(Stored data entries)
● ● ● ● ●

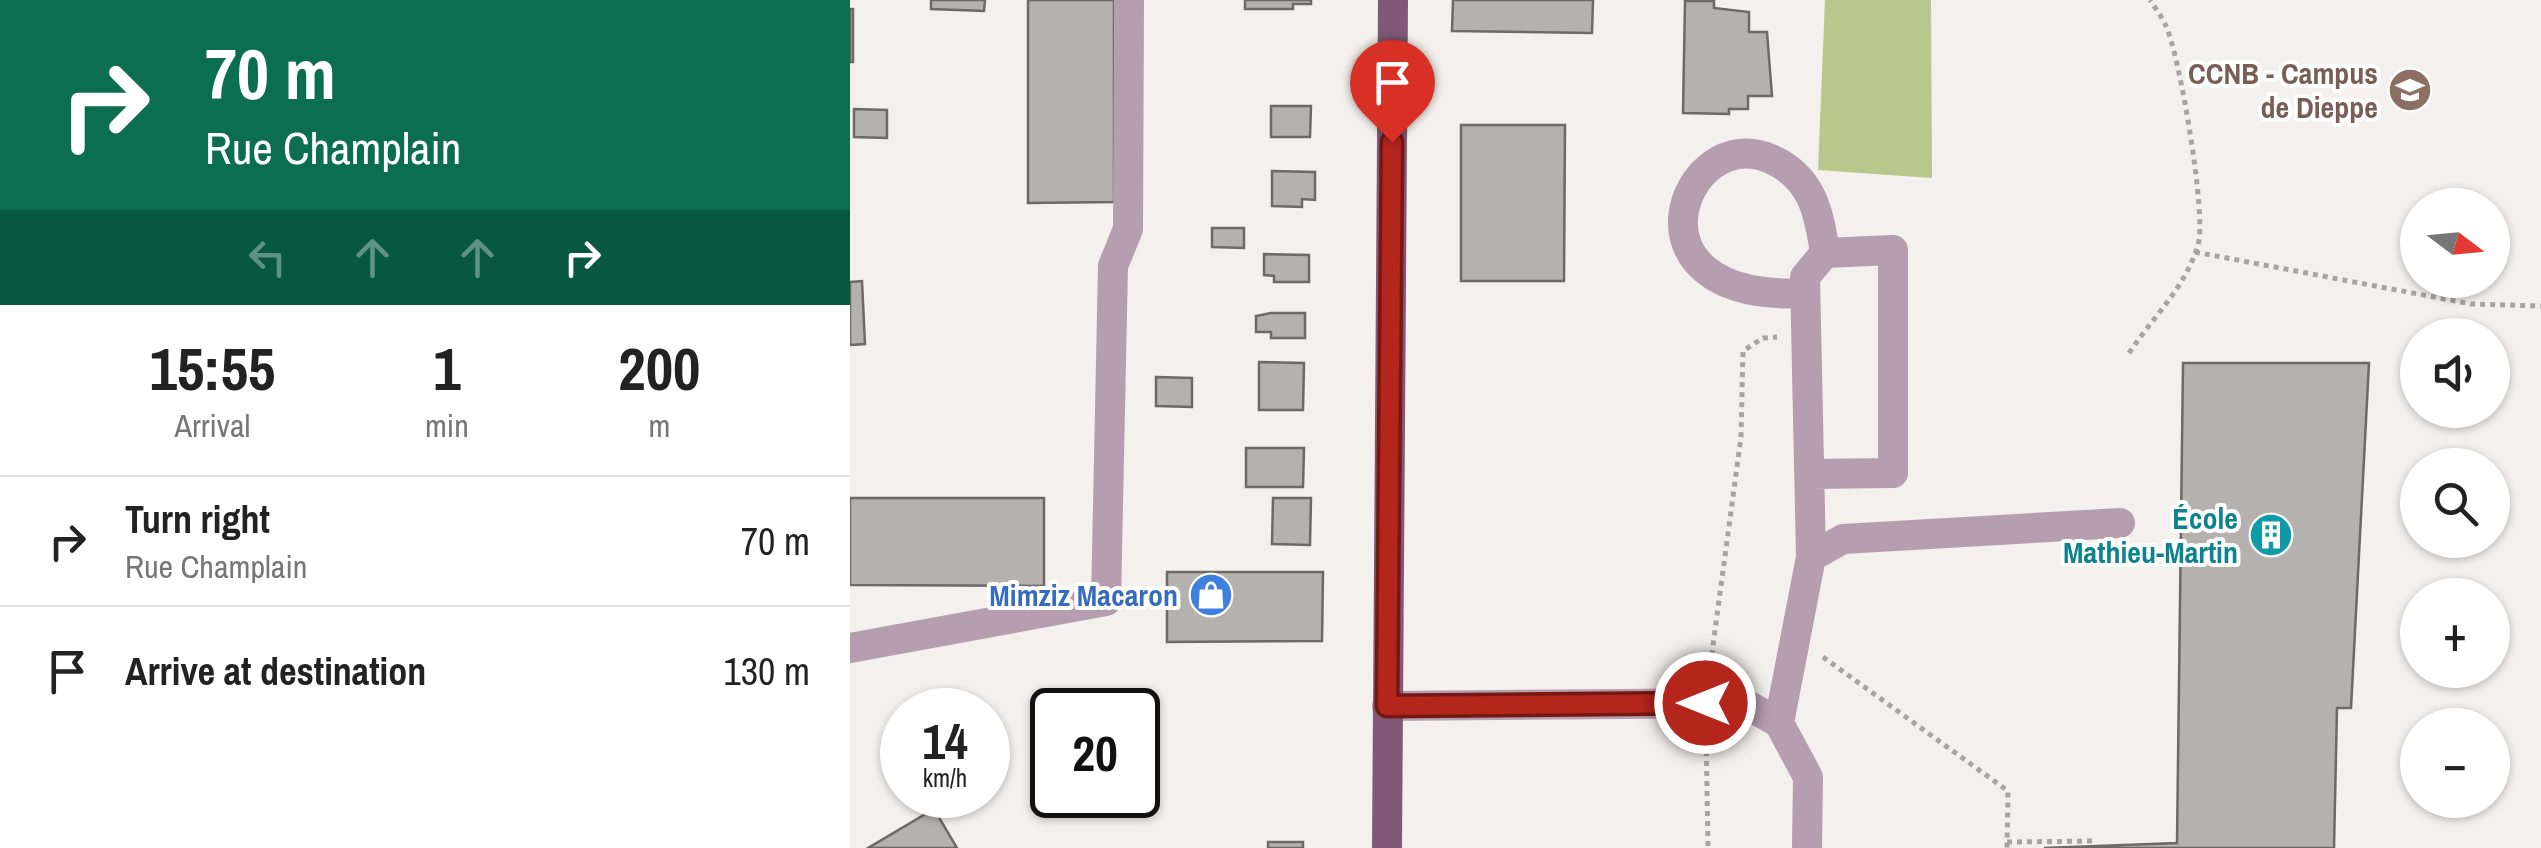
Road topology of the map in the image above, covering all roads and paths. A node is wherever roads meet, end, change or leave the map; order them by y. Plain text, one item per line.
1 (1129, 0) edge
2 (1393, 0) edge
3 (2150, 0) edge
4 (2195, 252) junction
5 (1824, 253) junction
6 (1805, 293) junction
7 (2541, 306) edge
8 (1806, 336) junction
9 (2128, 353) dead end
10 (1810, 474) junction
11 (2120, 523) dead end
12 (1811, 557) junction
13 (1796, 637) junction
14 (850, 648) edge
15 (1705, 703) junction
16 (1387, 706) junction
17 (1779, 723) junction
18 (2096, 840) dead end
19 (2007, 845) edge
20 (1387, 848) edge
21 (1708, 848) edge
22 (1807, 848) edge

1 - 14 lane
2 - 16 main road
3 - 4 path
4 - 7 path
4 - 9 path
5 - 6 lane
5 - 6 lane
5 - 10 lane
6 - 8 lane
8 - 10 lane
8 - 15 path
10 - 12 lane
11 - 12 lane
12 - 13 lane
13 - 17 lane
13 - 19 path
15 - 16 lane
15 - 17 lane
15 - 21 path
16 - 20 main road
17 - 22 lane
18 - 19 path

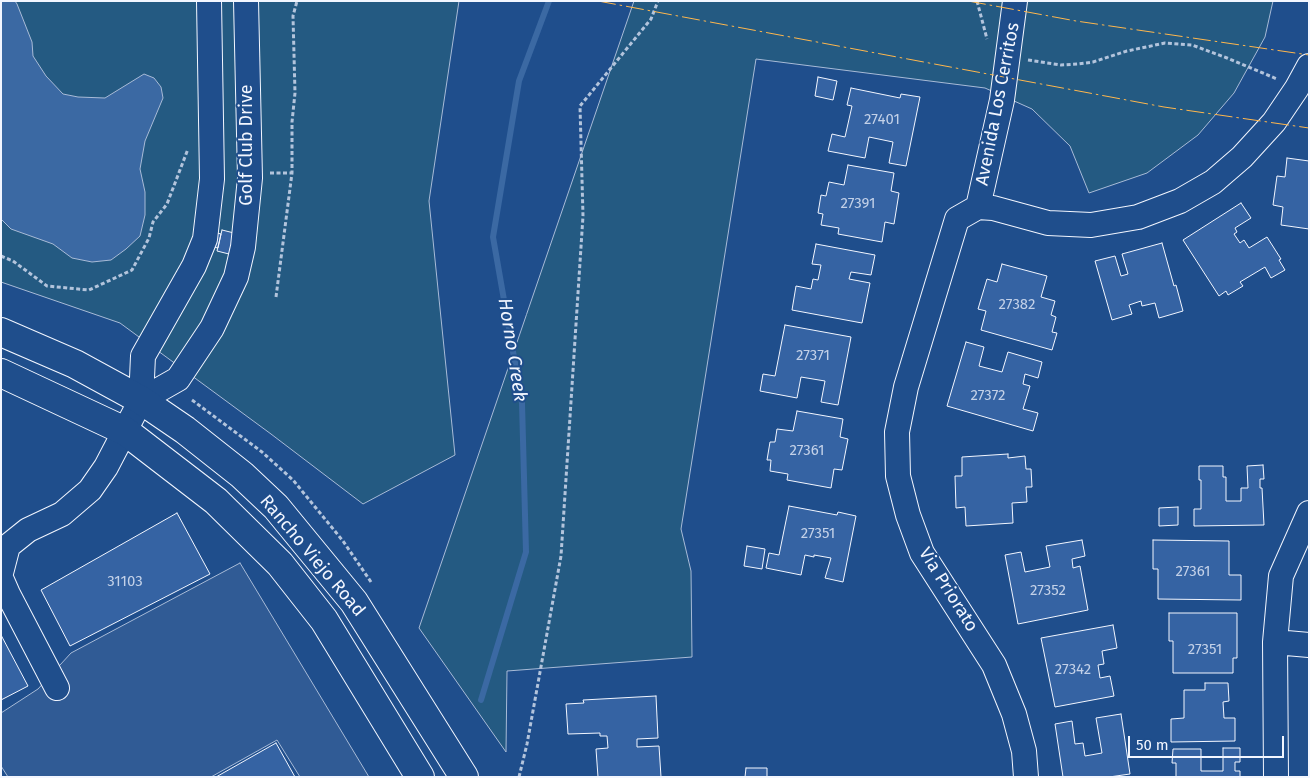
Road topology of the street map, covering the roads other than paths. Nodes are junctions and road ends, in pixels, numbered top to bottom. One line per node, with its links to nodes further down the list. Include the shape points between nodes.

● ● ● ● ●

• Aim of the exercise: A word-for-word copy of the entries above is needed, with every picture dropped.

• Response to this task:
Road topology of the map in the image above, covering all roads and paths. A node is wherever roads meet, end, change or leave the map; order them by y. Plain text, one item per line.
1 (1129, 0) edge
2 (1393, 0) edge
3 (2150, 0) edge
4 (2195, 252) junction
5 (1824, 253) junction
6 (1805, 293) junction
7 (2541, 306) edge
8 (1806, 336) junction
9 (2128, 353) dead end
10 (1810, 474) junction
11 (2120, 523) dead end
12 (1811, 557) junction
13 (1796, 637) junction
14 (850, 648) edge
15 (1705, 703) junction
16 (1387, 706) junction
17 (1779, 723) junction
18 (2096, 840) dead end
19 (2007, 845) edge
20 (1387, 848) edge
21 (1708, 848) edge
22 (1807, 848) edge

1 - 14 lane
2 - 16 main road
3 - 4 path
4 - 7 path
4 - 9 path
5 - 6 lane
5 - 6 lane
5 - 10 lane
6 - 8 lane
8 - 10 lane
8 - 15 path
10 - 12 lane
11 - 12 lane
12 - 13 lane
13 - 17 lane
13 - 19 path
15 - 16 lane
15 - 17 lane
15 - 21 path
16 - 20 main road
17 - 22 lane
18 - 19 path

Road topology of the street map, covering the roads other than paths. Nodes are junctions and road ends, in pixels, numbered top to bottom. One line per node, with its links to nodes further down the list. Include the shape points between nodes.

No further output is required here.